I wonder if this is some scheme to hide activity from the user. I’ve read about techniques involving replacing user privileges with administrator privileges so that the malware can more stealthily conduct activity that normally would appear in Event Viewer. This is going to be my working model for this, at least for now, as I haven’t really heard of malware that “de-escalates” privileges. After some more calls to the manipulations code we’ve already seen, sub 481628 finishes and we’re back up top at the Start function.

The next subroutine, 48DECC, conducts more transformations of data and floating point operations. 48DF40 is the next subroutine called, and we see “DCDATA” being MOVed into EDX shortly before this call, as well as having its own exception handling being set up right before that. The major things that 48DF40 do include:

– Sub 48DDC0 which involves finding/loading/locking/freeing the .rsrc section, as well as some of the previously seen floating point operations and token activity
– Sub 405864 which involves more of the same token activity and floating point operations

The next sub, 48DF40, contains many, many manipulations and floating point operations, as well as a possible exit path. I’m not interested in digging through what all of these are doing, as I want to keep moving on to what I consider to be the main malware operations. After that, sub 40F21C calls GetModuleFileNameA and also one of the manipulations subs from earlier. Next, 40A588 was not obviously interesting, though right after that we see an offset for “GENCODE” MOVed into EAX and then a call to 47DFE4.

Digging into the subroutine at 47DFE4, I continue to get bogged down in what appear to be endless manipulations of various registers and floating point operations. I’m not really trying to reverse this sample in the sense that I want to understand exactly how it works (how it is written / could be rewritten) but rather I want to disassemble it in order to try to glean the interesting parts of the malware functionality. It’s a good exercise in any event, as this is the largest sample I’ve ever tackled, but I think I’m going to change my tactics on this. I’m going to start looking at specific functions and strings of interest and then work around those in order to try to get to the interesting stuff faster.

Going in no particular order, I’m going to take a look at mutex creation in this malware. We saw earlier that a mutex DCPERSFWBP was created. This string appears in the malware and is referenced in a subroutine at 42F27C, which turns out to be a very interesting subroutine. We see some manipulations and floating point operations being done, and then we see some of these being done in the context of notepad.exe:


The first reference we see to DCPERSFWBP follows this, right before a call to CreateProcessA:


After that, we see something odd:


We have a series of strings being used in conjunction with a call to a subroutine at 42EB10. This subroutine consists mainly of calls to an earlier privilege name searching subroutine, and then a call to VirtualAllocEx and WriteProcessMemory.

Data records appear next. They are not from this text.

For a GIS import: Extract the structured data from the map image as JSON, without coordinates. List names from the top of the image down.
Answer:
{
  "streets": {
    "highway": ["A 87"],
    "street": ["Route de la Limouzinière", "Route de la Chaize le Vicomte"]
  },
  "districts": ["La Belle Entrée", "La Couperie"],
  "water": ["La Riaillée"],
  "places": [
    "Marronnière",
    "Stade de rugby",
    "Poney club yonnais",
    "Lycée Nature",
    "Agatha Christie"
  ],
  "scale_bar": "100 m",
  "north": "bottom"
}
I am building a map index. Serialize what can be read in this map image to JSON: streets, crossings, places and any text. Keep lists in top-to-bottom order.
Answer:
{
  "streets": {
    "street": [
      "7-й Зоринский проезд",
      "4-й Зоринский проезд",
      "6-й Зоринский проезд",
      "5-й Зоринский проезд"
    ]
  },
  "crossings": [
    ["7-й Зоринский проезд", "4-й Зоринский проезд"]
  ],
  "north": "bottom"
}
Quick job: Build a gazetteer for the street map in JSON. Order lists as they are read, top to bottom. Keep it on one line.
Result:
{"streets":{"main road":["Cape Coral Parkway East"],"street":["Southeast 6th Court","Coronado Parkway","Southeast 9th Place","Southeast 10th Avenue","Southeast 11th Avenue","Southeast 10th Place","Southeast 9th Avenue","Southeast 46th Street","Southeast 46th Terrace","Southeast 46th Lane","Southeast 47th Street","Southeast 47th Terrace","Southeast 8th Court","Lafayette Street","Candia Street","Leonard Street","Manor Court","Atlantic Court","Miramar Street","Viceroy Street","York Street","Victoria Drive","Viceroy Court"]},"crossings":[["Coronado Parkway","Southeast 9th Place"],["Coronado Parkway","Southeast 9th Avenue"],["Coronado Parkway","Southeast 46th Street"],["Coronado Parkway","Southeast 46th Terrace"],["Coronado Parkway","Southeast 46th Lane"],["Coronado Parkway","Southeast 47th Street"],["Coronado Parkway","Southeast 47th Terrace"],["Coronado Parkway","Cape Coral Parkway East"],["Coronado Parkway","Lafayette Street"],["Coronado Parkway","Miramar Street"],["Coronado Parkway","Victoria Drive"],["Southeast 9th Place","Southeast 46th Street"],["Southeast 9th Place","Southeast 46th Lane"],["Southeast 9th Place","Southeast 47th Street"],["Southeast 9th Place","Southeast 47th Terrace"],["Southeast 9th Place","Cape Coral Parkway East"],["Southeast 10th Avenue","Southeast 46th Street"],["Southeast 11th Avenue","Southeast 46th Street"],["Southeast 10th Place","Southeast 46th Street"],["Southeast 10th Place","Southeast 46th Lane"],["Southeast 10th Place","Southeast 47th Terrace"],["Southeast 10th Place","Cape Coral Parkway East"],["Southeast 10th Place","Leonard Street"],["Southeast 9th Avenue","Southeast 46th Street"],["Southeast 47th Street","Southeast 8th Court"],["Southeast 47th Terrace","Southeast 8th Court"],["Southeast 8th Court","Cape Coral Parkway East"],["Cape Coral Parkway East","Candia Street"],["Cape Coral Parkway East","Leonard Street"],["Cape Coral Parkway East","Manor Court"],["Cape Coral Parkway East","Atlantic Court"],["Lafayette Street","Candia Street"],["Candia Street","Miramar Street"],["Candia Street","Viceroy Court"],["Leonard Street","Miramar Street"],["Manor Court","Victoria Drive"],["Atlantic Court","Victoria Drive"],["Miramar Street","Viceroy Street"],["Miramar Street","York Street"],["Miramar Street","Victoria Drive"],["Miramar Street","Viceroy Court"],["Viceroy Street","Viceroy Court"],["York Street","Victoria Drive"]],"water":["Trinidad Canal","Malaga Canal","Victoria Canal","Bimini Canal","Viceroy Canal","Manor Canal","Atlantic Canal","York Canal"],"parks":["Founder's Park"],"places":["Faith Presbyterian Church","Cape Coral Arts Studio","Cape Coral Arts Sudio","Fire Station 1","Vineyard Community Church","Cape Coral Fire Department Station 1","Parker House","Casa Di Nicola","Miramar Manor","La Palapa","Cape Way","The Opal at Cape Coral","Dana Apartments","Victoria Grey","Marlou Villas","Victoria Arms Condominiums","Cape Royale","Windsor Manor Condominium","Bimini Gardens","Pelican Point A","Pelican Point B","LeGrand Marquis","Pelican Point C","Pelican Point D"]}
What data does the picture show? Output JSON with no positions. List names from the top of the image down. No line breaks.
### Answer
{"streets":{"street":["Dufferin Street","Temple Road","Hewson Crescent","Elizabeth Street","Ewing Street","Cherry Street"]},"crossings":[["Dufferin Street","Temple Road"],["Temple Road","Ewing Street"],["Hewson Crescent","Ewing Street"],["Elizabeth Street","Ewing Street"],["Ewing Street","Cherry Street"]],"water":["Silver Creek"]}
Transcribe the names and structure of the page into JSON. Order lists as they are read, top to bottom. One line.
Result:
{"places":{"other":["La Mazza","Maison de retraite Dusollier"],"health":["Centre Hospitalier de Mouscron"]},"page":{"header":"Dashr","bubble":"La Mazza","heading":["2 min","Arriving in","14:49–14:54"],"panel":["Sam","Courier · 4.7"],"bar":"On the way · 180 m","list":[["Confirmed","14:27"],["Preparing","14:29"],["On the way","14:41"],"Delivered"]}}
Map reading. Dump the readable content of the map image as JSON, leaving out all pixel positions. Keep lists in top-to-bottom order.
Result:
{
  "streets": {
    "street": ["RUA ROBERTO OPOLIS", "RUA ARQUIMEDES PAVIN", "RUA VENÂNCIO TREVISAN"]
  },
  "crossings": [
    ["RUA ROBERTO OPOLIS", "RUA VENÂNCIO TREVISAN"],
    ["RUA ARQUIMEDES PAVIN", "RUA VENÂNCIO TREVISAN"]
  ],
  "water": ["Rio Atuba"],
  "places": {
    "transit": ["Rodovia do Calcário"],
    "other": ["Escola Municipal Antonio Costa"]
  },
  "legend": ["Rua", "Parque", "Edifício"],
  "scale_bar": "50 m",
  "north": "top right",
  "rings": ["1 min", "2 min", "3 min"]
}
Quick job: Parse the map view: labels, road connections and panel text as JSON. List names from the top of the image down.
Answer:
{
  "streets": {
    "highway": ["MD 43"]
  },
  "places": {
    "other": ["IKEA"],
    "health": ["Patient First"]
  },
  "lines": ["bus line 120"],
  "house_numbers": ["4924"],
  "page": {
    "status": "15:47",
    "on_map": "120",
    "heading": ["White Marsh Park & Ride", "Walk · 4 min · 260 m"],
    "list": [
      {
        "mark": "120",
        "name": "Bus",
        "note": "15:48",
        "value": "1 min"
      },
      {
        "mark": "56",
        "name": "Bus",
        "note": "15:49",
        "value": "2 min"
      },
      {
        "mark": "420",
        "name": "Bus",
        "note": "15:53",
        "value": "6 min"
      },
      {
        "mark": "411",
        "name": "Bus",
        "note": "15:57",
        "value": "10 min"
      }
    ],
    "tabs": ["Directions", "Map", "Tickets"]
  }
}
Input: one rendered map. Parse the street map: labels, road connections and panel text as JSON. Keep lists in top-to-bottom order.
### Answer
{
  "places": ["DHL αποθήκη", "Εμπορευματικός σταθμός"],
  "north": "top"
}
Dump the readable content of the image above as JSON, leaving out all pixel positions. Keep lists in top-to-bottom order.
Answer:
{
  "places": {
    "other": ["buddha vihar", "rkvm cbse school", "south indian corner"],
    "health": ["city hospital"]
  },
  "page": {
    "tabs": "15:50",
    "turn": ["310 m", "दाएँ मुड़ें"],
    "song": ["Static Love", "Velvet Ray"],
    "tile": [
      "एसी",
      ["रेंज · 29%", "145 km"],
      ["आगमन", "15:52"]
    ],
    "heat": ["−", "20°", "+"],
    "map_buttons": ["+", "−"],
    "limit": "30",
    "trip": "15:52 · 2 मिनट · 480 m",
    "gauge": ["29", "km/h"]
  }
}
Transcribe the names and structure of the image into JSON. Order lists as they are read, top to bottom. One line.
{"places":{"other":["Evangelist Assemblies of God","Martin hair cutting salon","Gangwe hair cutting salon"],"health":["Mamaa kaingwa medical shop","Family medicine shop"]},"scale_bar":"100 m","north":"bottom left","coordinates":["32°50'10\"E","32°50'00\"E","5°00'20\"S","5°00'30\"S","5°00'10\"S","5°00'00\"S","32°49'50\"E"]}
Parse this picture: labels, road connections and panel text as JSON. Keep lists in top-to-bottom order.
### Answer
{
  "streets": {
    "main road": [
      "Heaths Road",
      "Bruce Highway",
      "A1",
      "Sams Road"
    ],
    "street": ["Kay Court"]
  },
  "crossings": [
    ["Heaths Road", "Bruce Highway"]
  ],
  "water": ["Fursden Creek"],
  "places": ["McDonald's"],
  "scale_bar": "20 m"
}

After that, we see calls to GetModuleHandle and GetProcAddress:


This looks familiar and strange at the same time. This looks like the malware is getting a handle to a module and then calling GetProcAddress in order to get the address of a function to import. Maybe this is something to do with how Delphi handles this sort of task. I’m more used to seeing the LoadLibraryA/GetProcAddress combination.

Towards the end of this block of code is a call to a subroutine at 42EBD8. The main things happening in this thread are a couple of calls to subroutines that call VirtualAlloc and WriteProcessMemory, then a call to CreateRemoteThread:


Another aspect of this malware that’s interesting to me is the surveillance capabilities, such as the keylogging and webcam functionality. There are some strings that lead me to these places, such as CTRLA and WEBCAMLIVE. I notice that there seems to be a common subroutine found whenever named functionality appears to be called – see a couple of screen shots below:


As you can see, the offset for WEBCAMLIVE is MOVed into EDX right before 405974 is called. This code comes from an absolutely monumental subroutine beginning at 4850A8.


Here we see this same subroutine being called, this time in the context of recording CTRL key combinations in the keylogger. This code comes from a subroutine beginning at 481A6C.

405974 is interesting because there doesn’t appear to be an obvious call to something that would cause the action to take place. 405974 begins with a few comparisons and tests:


As you can see, there is a comparison of two registers (EAX and EDX) and then a TEST between the same two (though in different order). What we’re missing from this view is that prior to 405974 being called, a parameter is put in EAX while EDX receives an offset pointing to the action – here’s a view of this coming from 4850A8:


Going back to 405974 now, we:
– compare the two – if equal (zero), we jump to a RETN
– test the two – again, if equal (zero) we jump to another test
– at this second test, we test to see if EAX is zero – and if so, jump to a couple lines of code where we compare the variable 4 bytes behind the current offset in EDX to what is in EAX, and then RETN
– if EAX is nonzero, then we test EDX to see if it’s nonzero (see below for more code), continuing with the code if it ISN’T zero (at which point, we execute a couple of lines to do a similar comparison of what lies in memory at EAX-4 bytes with EDX)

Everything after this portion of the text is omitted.